> ASSIGNMENT:
Give back the full listing exactly, setting the pictures aside.

> PROVIDED DATA:

# # # #

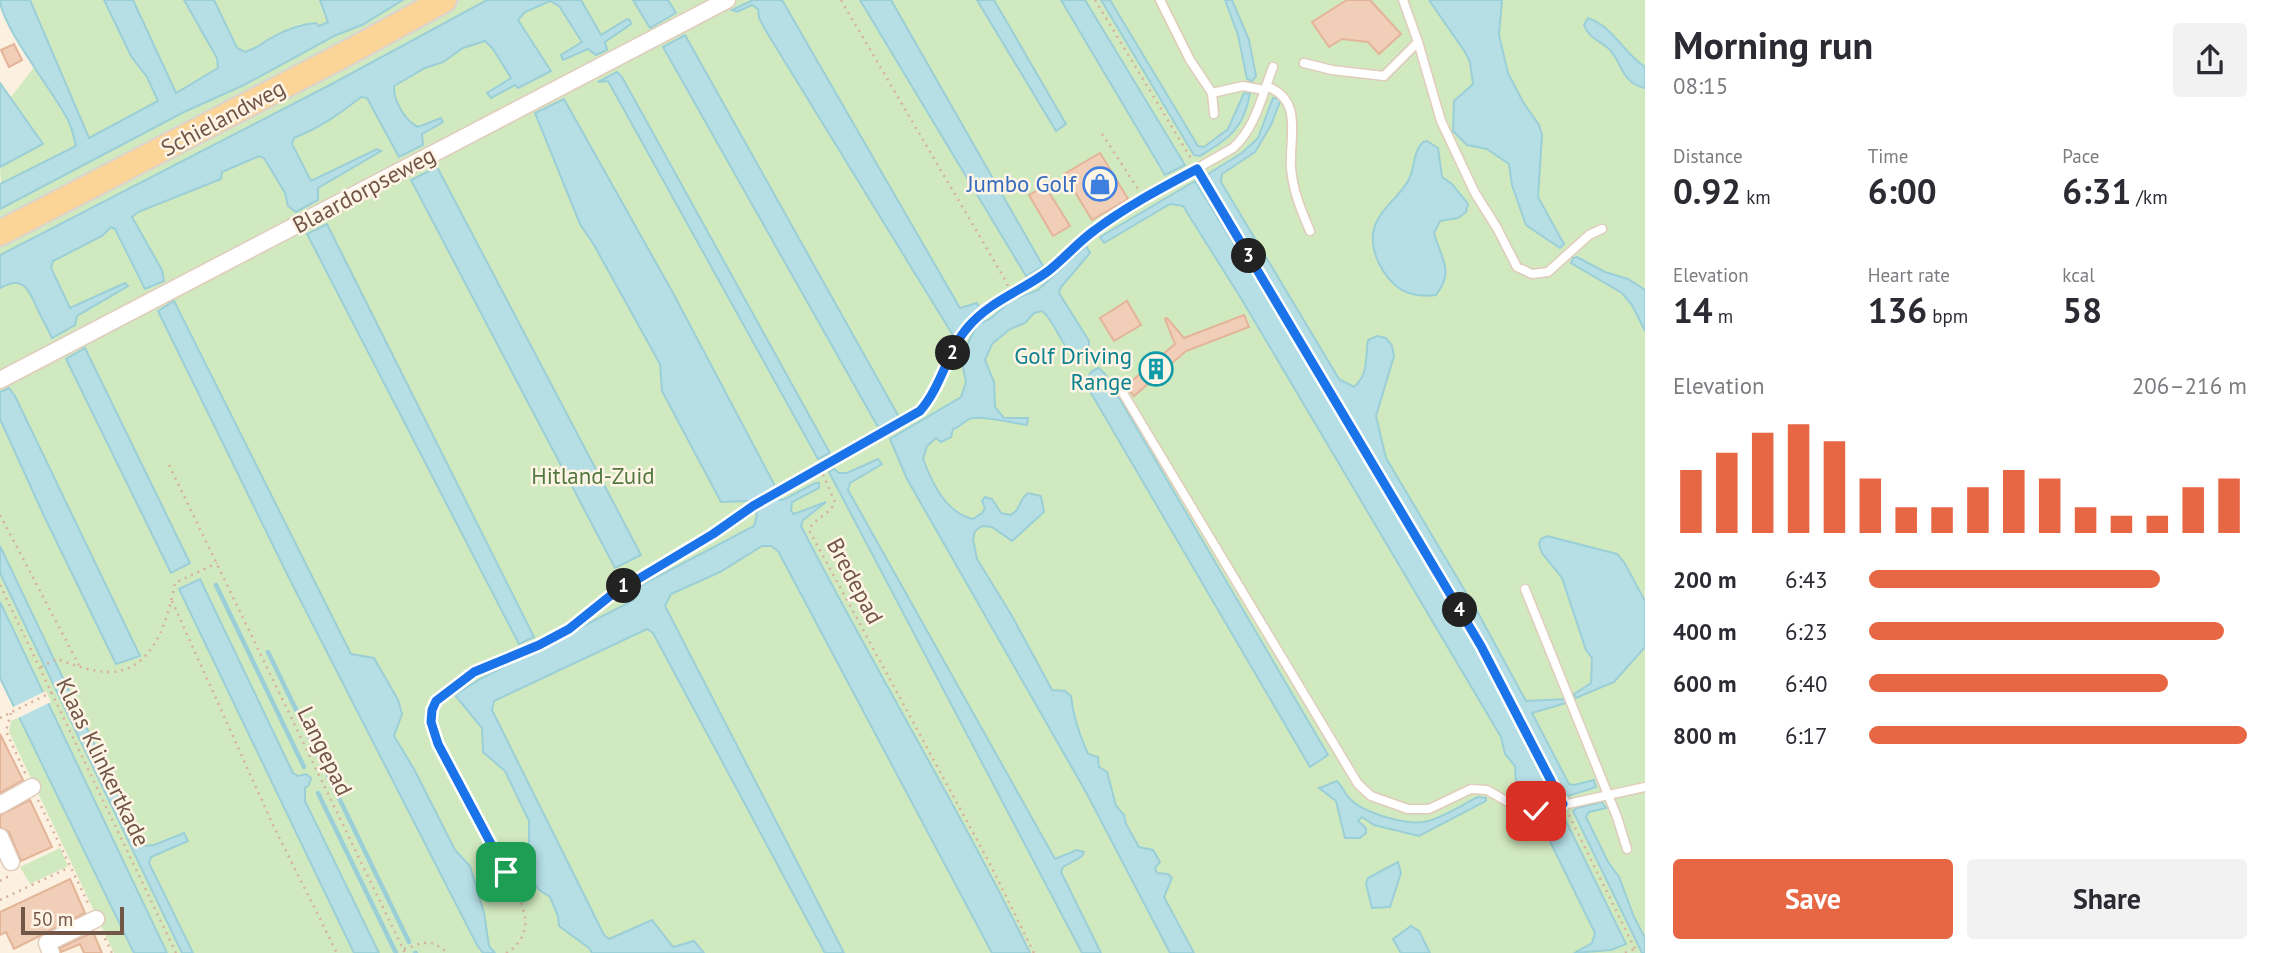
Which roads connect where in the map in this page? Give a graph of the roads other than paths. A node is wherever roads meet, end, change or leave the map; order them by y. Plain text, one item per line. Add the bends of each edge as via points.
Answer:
1 (444, 0) edge
2 (727, 0) edge
3 (1160, 0) edge
4 (1403, 0) edge
5 (1418, 42) junction
6 (1304, 63) dead end
7 (1273, 67) dead end
8 (1265, 88) junction
9 (1212, 93) junction
10 (1214, 114) dead end
11 (1143, 199) road end
12 (1602, 229) dead end
13 (1310, 231) dead end
14 (0, 233) edge
15 (0, 380) edge
16 (1120, 388) dead end
17 (1525, 589) dead end
18 (32, 787) road end
19 (1645, 787) edge
20 (1607, 794) junction
21 (0, 804) edge
22 (0, 837) edge
23 (1627, 849) dead end
24 (11, 862) dead end
25 (96, 919) road end
26 (47, 952) edge

1 - 14 main road, Schielandweg
2 - 15 street, Blaardorpseweg
3 - 9 lane
4 - 5 lane
5 - 6 lane via 1384,76
5 - 12 lane via 1441,121 1517,267 1532,275 1548,272
7 - 8 lane
8 - 9 lane via 1244,86
8 - 11 lane via 1255,117 1233,148
8 - 13 lane via 1280,91 1291,109 1295,195
9 - 10 lane
16 - 20 lane via 1358,784 1371,796 1408,809 1429,809 1471,789 1487,790 1515,806 1536,811
17 - 20 lane
18 - 21 street
19 - 20 lane
20 - 23 lane
22 - 24 street
25 - 26 street via 47,943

# # # #

> TASK RESULT:
Which roads connect where in the map in this page? Give a graph of the roads other than paths. A node is wherever roads meet, end, change or leave the map; order them by y. Plain text, one item per line. Add the bends of each edge as via points.
Answer:
1 (444, 0) edge
2 (727, 0) edge
3 (1160, 0) edge
4 (1403, 0) edge
5 (1418, 42) junction
6 (1304, 63) dead end
7 (1273, 67) dead end
8 (1265, 88) junction
9 (1212, 93) junction
10 (1214, 114) dead end
11 (1143, 199) road end
12 (1602, 229) dead end
13 (1310, 231) dead end
14 (0, 233) edge
15 (0, 380) edge
16 (1120, 388) dead end
17 (1525, 589) dead end
18 (32, 787) road end
19 (1645, 787) edge
20 (1607, 794) junction
21 (0, 804) edge
22 (0, 837) edge
23 (1627, 849) dead end
24 (11, 862) dead end
25 (96, 919) road end
26 (47, 952) edge

1 - 14 main road, Schielandweg
2 - 15 street, Blaardorpseweg
3 - 9 lane
4 - 5 lane
5 - 6 lane via 1384,76
5 - 12 lane via 1441,121 1517,267 1532,275 1548,272
7 - 8 lane
8 - 9 lane via 1244,86
8 - 11 lane via 1255,117 1233,148
8 - 13 lane via 1280,91 1291,109 1295,195
9 - 10 lane
16 - 20 lane via 1358,784 1371,796 1408,809 1429,809 1471,789 1487,790 1515,806 1536,811
17 - 20 lane
18 - 21 street
19 - 20 lane
20 - 23 lane
22 - 24 street
25 - 26 street via 47,943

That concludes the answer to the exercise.